Source records:
__________________________________________________

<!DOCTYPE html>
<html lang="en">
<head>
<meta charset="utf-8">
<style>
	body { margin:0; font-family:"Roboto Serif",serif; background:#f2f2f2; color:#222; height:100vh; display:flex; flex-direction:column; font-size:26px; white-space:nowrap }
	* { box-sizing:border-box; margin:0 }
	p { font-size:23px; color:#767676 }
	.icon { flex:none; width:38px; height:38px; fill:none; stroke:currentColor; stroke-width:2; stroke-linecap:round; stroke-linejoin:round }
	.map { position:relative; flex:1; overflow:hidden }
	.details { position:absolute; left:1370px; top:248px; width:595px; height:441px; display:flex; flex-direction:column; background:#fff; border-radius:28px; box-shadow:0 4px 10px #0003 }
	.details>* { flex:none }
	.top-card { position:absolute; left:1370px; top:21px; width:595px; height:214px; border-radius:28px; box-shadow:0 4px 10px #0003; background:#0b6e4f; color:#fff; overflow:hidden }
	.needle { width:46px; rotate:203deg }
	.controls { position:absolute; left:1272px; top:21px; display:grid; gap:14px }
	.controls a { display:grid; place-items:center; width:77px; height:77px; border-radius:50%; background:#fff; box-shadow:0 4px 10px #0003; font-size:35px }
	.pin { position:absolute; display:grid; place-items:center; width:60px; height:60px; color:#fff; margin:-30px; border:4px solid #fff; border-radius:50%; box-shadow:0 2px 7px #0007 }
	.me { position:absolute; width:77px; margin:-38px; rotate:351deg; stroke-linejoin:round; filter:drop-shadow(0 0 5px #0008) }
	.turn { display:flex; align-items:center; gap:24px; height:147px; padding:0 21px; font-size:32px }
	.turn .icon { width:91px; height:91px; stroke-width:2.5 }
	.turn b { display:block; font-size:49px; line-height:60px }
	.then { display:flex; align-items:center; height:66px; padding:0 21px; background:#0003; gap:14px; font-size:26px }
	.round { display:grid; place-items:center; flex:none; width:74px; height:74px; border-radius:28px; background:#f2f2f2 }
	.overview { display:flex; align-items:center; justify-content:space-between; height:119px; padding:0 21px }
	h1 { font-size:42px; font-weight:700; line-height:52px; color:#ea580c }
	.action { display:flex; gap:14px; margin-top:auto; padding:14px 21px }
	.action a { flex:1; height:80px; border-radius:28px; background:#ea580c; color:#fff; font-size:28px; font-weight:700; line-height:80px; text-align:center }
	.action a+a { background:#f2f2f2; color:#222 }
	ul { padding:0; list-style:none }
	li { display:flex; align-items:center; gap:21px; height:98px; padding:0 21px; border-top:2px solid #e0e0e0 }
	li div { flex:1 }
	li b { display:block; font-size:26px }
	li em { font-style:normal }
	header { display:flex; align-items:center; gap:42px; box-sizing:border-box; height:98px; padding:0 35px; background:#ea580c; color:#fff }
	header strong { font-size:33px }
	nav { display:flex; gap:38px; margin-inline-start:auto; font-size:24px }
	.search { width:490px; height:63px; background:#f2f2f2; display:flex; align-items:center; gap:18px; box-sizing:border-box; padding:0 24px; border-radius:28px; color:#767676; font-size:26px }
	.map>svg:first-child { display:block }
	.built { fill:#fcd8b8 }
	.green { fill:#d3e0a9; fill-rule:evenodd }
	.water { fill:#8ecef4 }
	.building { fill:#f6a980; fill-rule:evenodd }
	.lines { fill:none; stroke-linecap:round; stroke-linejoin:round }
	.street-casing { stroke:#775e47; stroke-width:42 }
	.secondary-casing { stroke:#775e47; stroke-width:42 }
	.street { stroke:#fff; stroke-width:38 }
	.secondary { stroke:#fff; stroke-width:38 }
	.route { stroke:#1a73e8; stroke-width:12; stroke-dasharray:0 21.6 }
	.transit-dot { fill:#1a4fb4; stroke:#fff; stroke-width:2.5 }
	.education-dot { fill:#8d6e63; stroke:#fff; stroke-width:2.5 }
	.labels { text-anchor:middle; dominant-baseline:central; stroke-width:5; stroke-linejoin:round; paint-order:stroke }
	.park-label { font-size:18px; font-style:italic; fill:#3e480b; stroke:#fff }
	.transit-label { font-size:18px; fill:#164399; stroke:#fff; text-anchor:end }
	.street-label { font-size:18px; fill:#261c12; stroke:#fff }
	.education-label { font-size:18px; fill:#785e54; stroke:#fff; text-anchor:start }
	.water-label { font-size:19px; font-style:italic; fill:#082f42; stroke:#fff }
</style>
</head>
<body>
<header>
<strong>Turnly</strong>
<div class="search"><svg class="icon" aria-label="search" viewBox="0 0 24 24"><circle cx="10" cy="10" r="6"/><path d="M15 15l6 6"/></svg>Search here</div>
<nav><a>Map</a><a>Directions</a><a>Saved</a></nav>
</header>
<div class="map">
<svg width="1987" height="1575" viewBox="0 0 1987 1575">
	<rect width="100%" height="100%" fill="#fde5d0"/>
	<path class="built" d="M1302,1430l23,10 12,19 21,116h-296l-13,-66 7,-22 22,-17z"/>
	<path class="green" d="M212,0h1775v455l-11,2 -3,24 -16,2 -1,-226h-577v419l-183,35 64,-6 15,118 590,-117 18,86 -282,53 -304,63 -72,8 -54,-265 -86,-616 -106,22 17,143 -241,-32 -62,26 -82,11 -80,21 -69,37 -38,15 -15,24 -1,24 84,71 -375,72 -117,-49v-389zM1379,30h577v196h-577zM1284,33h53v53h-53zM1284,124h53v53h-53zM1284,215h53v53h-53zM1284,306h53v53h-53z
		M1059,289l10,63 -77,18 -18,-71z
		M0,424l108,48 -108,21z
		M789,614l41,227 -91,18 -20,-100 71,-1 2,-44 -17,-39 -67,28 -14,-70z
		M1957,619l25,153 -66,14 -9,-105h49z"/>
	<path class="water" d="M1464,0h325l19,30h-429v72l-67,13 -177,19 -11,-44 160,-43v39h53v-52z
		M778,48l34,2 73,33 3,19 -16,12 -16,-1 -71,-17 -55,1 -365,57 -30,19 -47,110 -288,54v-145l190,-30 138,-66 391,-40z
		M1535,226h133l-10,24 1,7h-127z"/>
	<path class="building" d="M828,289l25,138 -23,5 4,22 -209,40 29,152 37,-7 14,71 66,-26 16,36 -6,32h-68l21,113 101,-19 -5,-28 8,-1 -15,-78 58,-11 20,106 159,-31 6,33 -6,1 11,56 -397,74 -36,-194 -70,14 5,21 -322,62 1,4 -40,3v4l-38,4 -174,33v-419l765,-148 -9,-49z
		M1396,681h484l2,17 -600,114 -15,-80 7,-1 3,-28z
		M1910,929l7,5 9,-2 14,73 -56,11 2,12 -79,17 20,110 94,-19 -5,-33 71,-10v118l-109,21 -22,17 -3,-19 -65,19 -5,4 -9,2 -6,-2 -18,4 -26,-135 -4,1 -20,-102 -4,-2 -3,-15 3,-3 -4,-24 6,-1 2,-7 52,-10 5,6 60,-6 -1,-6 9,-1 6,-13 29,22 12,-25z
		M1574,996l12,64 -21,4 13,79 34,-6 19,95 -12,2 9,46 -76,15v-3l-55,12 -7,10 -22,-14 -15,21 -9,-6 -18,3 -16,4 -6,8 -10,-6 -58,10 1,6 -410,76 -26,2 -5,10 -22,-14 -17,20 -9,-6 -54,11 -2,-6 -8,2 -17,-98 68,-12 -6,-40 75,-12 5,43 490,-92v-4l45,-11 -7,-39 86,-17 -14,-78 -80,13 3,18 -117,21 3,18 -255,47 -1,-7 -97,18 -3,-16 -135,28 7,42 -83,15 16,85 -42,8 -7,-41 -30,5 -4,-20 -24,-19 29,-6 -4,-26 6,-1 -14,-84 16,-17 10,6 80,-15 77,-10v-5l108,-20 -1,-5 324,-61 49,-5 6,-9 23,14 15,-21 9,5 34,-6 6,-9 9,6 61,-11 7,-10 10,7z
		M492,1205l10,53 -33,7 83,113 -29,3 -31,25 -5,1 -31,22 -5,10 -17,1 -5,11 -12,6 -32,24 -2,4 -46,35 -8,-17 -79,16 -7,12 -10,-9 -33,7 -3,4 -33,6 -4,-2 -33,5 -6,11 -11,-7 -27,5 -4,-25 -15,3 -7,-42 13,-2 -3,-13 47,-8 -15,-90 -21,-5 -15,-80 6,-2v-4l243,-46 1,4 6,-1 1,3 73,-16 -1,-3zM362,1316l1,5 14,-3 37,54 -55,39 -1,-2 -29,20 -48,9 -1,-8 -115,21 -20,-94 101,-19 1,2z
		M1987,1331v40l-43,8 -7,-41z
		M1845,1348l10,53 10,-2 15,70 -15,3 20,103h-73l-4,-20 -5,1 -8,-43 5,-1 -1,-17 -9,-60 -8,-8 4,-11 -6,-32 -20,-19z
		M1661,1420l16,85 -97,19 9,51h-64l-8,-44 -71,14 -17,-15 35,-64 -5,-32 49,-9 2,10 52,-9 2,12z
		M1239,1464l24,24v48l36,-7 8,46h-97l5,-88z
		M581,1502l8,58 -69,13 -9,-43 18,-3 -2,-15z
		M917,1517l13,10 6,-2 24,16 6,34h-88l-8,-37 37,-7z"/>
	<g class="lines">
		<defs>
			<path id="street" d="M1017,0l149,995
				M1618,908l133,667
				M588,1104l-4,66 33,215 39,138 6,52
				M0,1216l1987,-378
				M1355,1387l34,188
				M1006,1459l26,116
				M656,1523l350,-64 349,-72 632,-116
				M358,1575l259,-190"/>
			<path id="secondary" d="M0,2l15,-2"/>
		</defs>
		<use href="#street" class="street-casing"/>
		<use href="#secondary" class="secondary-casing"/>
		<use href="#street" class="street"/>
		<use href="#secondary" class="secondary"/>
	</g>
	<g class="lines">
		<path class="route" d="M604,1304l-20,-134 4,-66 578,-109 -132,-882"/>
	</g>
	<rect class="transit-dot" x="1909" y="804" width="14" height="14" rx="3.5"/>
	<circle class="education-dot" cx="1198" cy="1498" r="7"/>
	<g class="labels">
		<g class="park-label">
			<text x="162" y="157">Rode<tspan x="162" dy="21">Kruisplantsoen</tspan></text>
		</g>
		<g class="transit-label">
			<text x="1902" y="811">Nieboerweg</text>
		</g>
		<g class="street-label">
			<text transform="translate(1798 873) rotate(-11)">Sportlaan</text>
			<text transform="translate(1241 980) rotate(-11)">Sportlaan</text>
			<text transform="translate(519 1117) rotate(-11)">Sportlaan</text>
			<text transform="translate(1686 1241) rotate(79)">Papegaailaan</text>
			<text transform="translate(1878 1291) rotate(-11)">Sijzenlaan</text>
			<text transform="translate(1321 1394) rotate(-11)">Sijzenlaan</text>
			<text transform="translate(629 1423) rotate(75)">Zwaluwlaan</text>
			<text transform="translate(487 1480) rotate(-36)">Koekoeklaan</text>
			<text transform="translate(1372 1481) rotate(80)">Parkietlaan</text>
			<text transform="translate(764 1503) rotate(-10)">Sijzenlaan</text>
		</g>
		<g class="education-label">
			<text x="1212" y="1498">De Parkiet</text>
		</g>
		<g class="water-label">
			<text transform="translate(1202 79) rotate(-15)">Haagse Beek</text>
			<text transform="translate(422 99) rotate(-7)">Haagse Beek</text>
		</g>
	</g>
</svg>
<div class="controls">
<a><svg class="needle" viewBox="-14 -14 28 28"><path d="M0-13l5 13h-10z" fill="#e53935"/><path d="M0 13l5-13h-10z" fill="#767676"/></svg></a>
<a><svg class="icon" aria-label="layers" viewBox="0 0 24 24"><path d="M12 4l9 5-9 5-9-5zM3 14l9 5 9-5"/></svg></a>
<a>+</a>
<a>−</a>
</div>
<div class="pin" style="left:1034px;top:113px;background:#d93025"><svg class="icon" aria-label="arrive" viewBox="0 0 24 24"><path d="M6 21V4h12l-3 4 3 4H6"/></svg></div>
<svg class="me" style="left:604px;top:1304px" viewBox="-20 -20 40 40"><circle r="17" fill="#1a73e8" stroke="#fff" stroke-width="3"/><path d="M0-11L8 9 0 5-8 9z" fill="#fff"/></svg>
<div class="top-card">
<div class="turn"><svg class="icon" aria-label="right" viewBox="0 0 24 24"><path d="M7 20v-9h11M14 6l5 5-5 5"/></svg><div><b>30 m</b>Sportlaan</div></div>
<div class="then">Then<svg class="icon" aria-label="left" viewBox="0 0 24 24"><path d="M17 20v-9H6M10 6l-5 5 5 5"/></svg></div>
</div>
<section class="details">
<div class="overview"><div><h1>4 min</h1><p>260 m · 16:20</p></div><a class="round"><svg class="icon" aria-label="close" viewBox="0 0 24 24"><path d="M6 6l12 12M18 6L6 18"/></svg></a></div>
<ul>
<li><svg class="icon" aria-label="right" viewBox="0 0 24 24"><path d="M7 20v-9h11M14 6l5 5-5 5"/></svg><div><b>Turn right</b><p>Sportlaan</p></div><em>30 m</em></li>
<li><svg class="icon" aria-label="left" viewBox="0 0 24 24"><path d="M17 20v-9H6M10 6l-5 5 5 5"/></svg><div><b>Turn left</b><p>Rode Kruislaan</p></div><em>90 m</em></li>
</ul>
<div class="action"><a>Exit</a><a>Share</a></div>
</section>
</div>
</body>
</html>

__________________________________________________

* _Aim of the exercise_: Check each line of the entries above for the word "hidden". List the ones that have it.

* _Your solution_:
	.map { position:relative; flex:1; overflow:hidden }
	.top-card { position:absolute; left:1370px; top:21px; width:595px; height:214px; border-radius:28px; box-shadow:0 4px 10px #0003; background:#0b6e4f; color:#fff; overflow:hidden }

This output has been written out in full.